= Drug User Liberation Front =

Canadian addiction organization

The Drug User Liberation Front (DULF) is a Canadian "compassion club" organization in Vancouver, British Columbia, that aims to advocate for and provide safe supply to drug users in Vancouver. The organization was founded in 2020 by Jeremy Kalicum and Eris Nyx and operated out of the Downtown Eastside, where it sold heroin, cocaine and methamphetamine that had been tested for impurities. DULF was involved in protest actions in 2020 and 2021 and began regular operations of its compassion club in 2022. DULF's goal is to reduce drug overdose deaths due to the ongoing opioid epidemic. In 2025, Kalicum and Nyx were found guilty of drug trafficking by the BC Supreme Court as DULF's unlawful distribution of drugs was not covered by the exemptions granted to the group and DULF's operations were shut down by Vancouver police. Before that, Vancouver Coastal Health had designated DULF as both an Overdose Prevention Site and an Urgent Public Health Needs Site.

== Operations ==
DULF operated by buying drugs through the dark web, testing the substances, and selling them to its members. There were 43 or 47 members, depending on the source. Nyx estimated DULF's annual purchase was in the hundreds of thousands of dollars. DULF bought from an anonymous seller in Canada to avoid international trafficking charges. It paid with cryptocurrency and the substances were delivered by mail to the post office for pickup.

Drug testing for DULF was done at the University of Victoria and UBC.

DULF worked side by side with Vancouver Area Network of Drug Users.

== History ==
DULF's first public drug distribution was in June 2020. On April 14, 2021, activists associated with DULF gave out boxes of heroin, cocaine, and methamphetamine that had been tested and labelled with information about their composition.

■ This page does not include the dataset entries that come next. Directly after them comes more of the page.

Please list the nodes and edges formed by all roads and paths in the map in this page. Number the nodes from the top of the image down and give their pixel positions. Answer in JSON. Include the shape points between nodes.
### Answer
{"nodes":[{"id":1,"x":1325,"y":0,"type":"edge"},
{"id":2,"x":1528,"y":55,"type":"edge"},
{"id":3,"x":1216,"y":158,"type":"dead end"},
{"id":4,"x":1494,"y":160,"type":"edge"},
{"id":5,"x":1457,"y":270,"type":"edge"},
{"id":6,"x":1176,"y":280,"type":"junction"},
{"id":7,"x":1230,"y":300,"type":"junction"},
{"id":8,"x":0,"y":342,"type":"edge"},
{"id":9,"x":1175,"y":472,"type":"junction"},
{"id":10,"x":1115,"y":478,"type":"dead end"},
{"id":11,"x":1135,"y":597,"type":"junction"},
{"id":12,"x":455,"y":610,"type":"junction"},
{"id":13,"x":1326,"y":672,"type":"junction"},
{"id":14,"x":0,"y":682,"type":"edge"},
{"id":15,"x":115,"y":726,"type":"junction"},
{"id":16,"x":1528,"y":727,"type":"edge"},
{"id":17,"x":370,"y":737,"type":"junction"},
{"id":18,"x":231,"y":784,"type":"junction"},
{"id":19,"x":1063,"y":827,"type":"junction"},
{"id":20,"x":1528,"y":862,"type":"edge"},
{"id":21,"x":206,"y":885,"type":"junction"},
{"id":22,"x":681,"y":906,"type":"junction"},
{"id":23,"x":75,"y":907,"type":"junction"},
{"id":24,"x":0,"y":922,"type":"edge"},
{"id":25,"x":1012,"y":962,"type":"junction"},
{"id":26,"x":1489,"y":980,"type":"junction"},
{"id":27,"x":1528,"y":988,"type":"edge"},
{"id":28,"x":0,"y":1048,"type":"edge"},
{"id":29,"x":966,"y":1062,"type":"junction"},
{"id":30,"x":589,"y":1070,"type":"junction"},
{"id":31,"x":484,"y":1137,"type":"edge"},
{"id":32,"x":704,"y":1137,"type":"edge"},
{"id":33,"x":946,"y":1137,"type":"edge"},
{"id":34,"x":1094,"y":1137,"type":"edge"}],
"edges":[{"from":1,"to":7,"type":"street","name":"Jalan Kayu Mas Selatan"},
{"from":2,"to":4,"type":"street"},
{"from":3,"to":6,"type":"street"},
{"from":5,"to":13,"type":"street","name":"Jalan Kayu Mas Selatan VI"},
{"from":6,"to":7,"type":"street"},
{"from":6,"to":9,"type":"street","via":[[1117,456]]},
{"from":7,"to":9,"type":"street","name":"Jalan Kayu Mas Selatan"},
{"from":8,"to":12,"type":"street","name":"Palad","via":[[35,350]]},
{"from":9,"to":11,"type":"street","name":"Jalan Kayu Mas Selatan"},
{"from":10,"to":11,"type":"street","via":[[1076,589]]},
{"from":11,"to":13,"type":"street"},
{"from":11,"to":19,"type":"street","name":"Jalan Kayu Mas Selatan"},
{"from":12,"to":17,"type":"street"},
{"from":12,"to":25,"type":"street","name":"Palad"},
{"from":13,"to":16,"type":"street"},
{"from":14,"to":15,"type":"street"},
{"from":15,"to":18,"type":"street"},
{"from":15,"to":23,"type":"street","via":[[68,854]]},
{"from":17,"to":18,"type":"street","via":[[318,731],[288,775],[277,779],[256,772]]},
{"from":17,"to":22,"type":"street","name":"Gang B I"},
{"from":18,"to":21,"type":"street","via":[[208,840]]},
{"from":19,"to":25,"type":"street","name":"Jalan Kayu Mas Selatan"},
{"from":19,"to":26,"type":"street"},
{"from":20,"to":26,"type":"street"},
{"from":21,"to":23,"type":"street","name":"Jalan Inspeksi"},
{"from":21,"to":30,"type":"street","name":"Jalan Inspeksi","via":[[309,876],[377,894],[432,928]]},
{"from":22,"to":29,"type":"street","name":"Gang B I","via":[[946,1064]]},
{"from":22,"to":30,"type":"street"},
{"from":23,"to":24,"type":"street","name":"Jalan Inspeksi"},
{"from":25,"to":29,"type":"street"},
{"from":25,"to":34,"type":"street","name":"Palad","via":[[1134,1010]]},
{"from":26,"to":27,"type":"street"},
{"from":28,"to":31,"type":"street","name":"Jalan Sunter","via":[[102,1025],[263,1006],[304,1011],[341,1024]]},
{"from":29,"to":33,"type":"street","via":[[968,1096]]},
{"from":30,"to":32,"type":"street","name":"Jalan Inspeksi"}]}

In July, DULF enlisted city councillor Jean Swanson to hand out drugs in front of a Vancouver Police Department station. Early on, DULF built itself off of crowdfunding and collaboration with Vancouver Coastal Health, the BC Centre on Substance Use at UBC, and the Canadian Drug Policy Coalition at Simon Fraser University.

In 2021, Vancouver City Hall voted to support DULF and Vancouver Coastal Health began giving it $200,000 in annual funding for harm reduction.

In August 2021, DULF proposed to Health Canada to obtain a Section 56 exemption to the Controlled Drugs and Substances Act. It requested to be allowed either to buy drugs from a licensed, regulated provider or keep buying from the dark web. In 2022, Health Canada rejected DULF's proposal over DULF's insistence on providing drugs without a doctor's diagnosis, concerns about street diversion of the drugs being handed out, and the lack of an authorized provider. Despite this, in the summer of 2022, DULF began operating its compassion club.

In October 2023, Vancouver Police raided DULF, arrested Kalicum and Nyx, and shut down the storefront operation.

As public opinion turned against safe-supply in the Downtown Eastside, Conservative leader Pierre Poilievre called it a "disgrace" that the B.C. government was supporting DULF.

In 2025, Kalicum and Nyx were found guilty of drug trafficking. Justice Catherine Murray commented "They want to save lives", though the legal exemptions granted to DULF from drug laws did not cover selling the substances to members and health ministers are prohibited by federal law from granting exemptions when drugs are obtained illegally. Their sentencing was suspended pending the verdict of their constitutional challenge. As of July 2026, sentencing decision for Nyx and Kalicum has not been made.

On October 15, 2024, DULF announced that it would launch a constitutional challenge of Canada's Controlled Drugs and Substances Act after the raid of its storefront and the arrests of Kalicum and Nyx, arguing that by shutting down DULF's operations, the Section 7 right to life, liberty and security of the person and the Section 15 right to guaranteed equality of their users was violated.